Roland first introduced the Handsonic percussion pad 14 years ago, so it's about time that the flagship model got an update. This came at NAMM 2013, but as is often the case, it's taken until now for the HPD-20 to travel the globe.
So what's new? Well, take a quick look at Roland's marketing videos, and you'd be forgiven for thinking that the HPD-20 is aimed at bedroom producers and gigging DJs, and while this is true, percussionists are clearly still very much in mind.
Roland has boosted the internals of the HPD-20 to include more of everything, more sampled orchestral and world percussion, more contemporary electro sounds and there are even some live acoustic kits in there. Overall you get 850 samples to choose from, making use of Roland's superNatural sound engine.
One of the most exciting new features is the ability to import your own .wav samples, allowing you to build custom instruments and kits, and as with previous incarnations of the Handsonic, you can connect a hi-hat controller and external trigger for when you run out of digits. Oh yeah, and they've painted it black.
So, we've established that there are some hefty sonic features and cosmetic upgrades, now for the bad news: what's missing. We were quite fond of the HP-15's ribbon controllers, and we liked the fact that the HPD-10 had four buttons to take you back to some staple sounds quickly. Brace yourself; these have been removed for the HPD-20. Don't panic, though, because you still get a shared 'Realtime Modify' control for changing pitch and effects on the fly, plus the D-Beam theremin-style control.
Where you were once met by a confusing cluster of knobs, switches and slide-y things, you are now presented with a cleaner, friendlier layout. There is one other point though - with 13 assignable zones, the HPD-20 has fewer pad sections than the 15.
Plugging the HPD-20 in, you'll find it very intuitive to navigate your way through the sounds, and what sounds they are! An array of acoustic percussion instruments ranging from the expected (congas, bongos, cajons, etc) to the more experimental (bowed waterphone, anyone?) have been captured in fantastic detail by the bods at Roland. Couple this with the brilliantly thought-out dynamic switching and it's nearly as expressive as the real thing.
For example, if you have a conga set up, you can access all of the sounds you might need individually, but also interactively. Hitting an open slap sound while resting your other hand on the pad will give you a muted slap. Applying pressure to one of the other pads while the note rings will bend the pitch.
The electronic sounds are genuinely usable, without too much of that dated feel that often comes with brands trying to keep down with the 'yoof', and you need not worry about the fact that you're minus two pads. In fact, it's still quite tricky keeping track of the baker's dozen, and easy to mis-hit the pad you're aiming for.
Talking of the pads themselves, the rubber is somewhere between regular drum pads and a mouse mat, with a slight sponginess that's solid, yet still very forgiving on your hands, even after long sessions.
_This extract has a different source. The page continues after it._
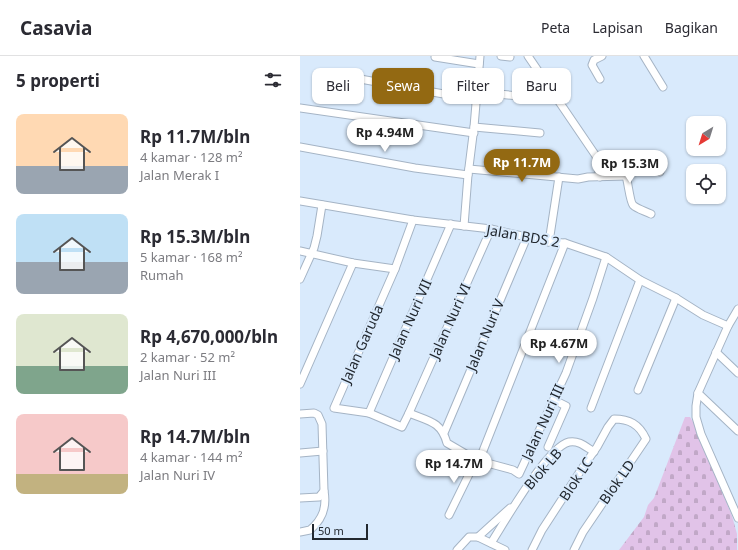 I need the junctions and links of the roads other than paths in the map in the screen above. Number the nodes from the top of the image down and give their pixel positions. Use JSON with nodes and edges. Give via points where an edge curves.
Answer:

Once you're done scrolling through preset kits, you'll most likely want to build your own. You can start from scratch, or, if you want to preserve the bulk of a preset and tweak a few of the instruments you can simply copy it to a user patch and replace what you need.
Starting from nothing is easy too, if tedious. Scrolling through sounds, menus and triggering options is boring, and we don't think it's unreasonable to expect a computer-based editor to make this quicker in this day and age. You build your kit from the internal instruments, or you can import samples on a USB stick into the HPD's memory (six minutes of stereo audio, split into 500 sample slots). We tried it using our trade show-issue USB key and it worked like a charm.
Once it's loaded, you have the option of which pad section to assign it to, how you want to trigger (as a one-shot, loop or gated sample), and you can process it using the on-board multi-FX unit. In short, it brings the brilliant flexibility of products like the SPD-SX to the Handsonic.
There's a lot of features to go into here, and we could fill the whole gear section talking about them. We started out wondering exactly who the HPD-20 is aimed at. Percussionists? Producers? Drummers that want to add some extra sounds? The answer is a resounding 'yes' to all of the above.